マルハナバチのシリーズは青系の石を選んでおり、今回使用したのはペアシェイプのタンザナイトとサファイア、オーバルカットのブルージルコン。ジルコンは不憫にも合成石のキュービックジルコニアと混同されがちな宝石ですが、ダイヤモンドと同じ金剛光沢を持ち屈折率も高い事から古代より宝飾品に使われている天然の宝石で、明るい水色は光を取り込んで強い輝きを放つのが特徴です。

まだ仕上げ前なのでモノクロスナップですみません....(^ ^;)完成しましたら、展示会&1dayサロンにてお披露目予定でおります*






クッキー生地のように延ばした、それぞれK18イエローゴールド、K18ホワイトゴールド、プラチナの板材。ハチの羽をレーザーで切り出した残りです。こうして見ると型抜きしたように見えますが元になる金型はなく、レーザー光で板を焼き切って抜き出してゆくのです。
以前は金型を使って切り抜く際には数をまとめて作らなければならなかったパーツも、使う宝石やデザインにあわせ一つひとつ羽のサイズや内側の模様のアレンジが可能となったのは嬉しいテクノロジーの進歩です。
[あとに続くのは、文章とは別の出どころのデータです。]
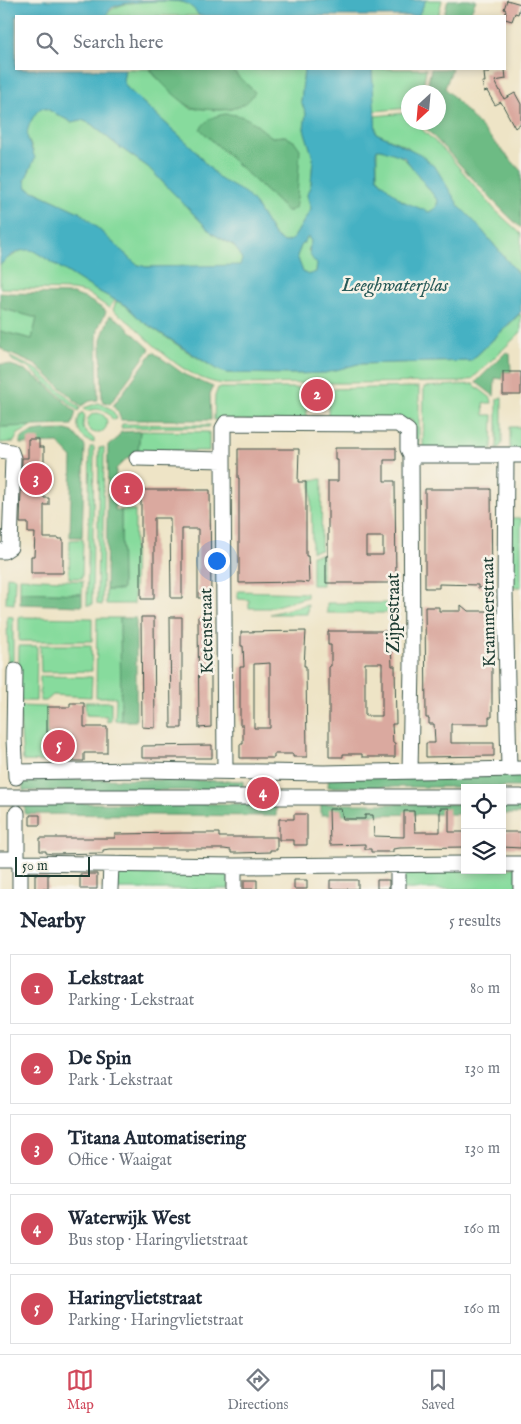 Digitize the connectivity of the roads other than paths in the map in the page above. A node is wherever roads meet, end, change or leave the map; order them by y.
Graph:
1 (0, 450) edge
2 (411, 455) junction
3 (506, 455) junction
4 (521, 455) edge
5 (138, 458) dead end
6 (223, 460) junction
7 (0, 551) edge
8 (15, 671) dead end
9 (7, 739) edge
10 (515, 769) edge
11 (225, 771) junction
12 (410, 771) junction
13 (0, 797) edge
14 (461, 797) edge
15 (506, 797) edge
16 (521, 797) edge
17 (17, 813) dead end
18 (0, 859) edge
19 (19, 861) junction
20 (398, 864) junction
21 (461, 864) edge
22 (506, 864) edge
23 (521, 864) edge
24 (111, 865) junction
25 (234, 866) junction
26 (20, 889) edge
27 (110, 889) edge
28 (234, 889) edge
29 (398, 889) edge
30 (521, 889) edge

1 - 7 street
2 - 3 street
2 - 6 street, Zijpestraat
2 - 12 street, Zijpestraat
3 - 4 street
3 - 10 street, Krammerstraat
5 - 6 street
6 - 11 street, Ketenstraat
8 - 9 street
9 - 11 street
10 - 12 street
11 - 12 street
13 - 14 street
15 - 16 street
17 - 19 street
18 - 19 street
19 - 24 street
19 - 26 street
20 - 21 street
20 - 25 street
20 - 29 street
22 - 23 street
23 - 30 street
24 - 25 street
24 - 27 street
25 - 28 street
少し専門的な話になってしまいますが、先日国際展示場にて行われていた機械要素技術展でレーザー機や付加製造機の最新版を色々視察し、幾つか展示されていたレーザーカッティングの機械や切り出しサンプルなども見せて頂きました。(余談ですが、"付加製造" の方は、最近では Additive Manufacturering "AM"というそうです。3Dプリンティングという言葉も金属造形にはそぐわないように感じていましたし、日本語の"付加"よりこちらの"add"という方が製造イメージが的確に伝わるのが面白かったです)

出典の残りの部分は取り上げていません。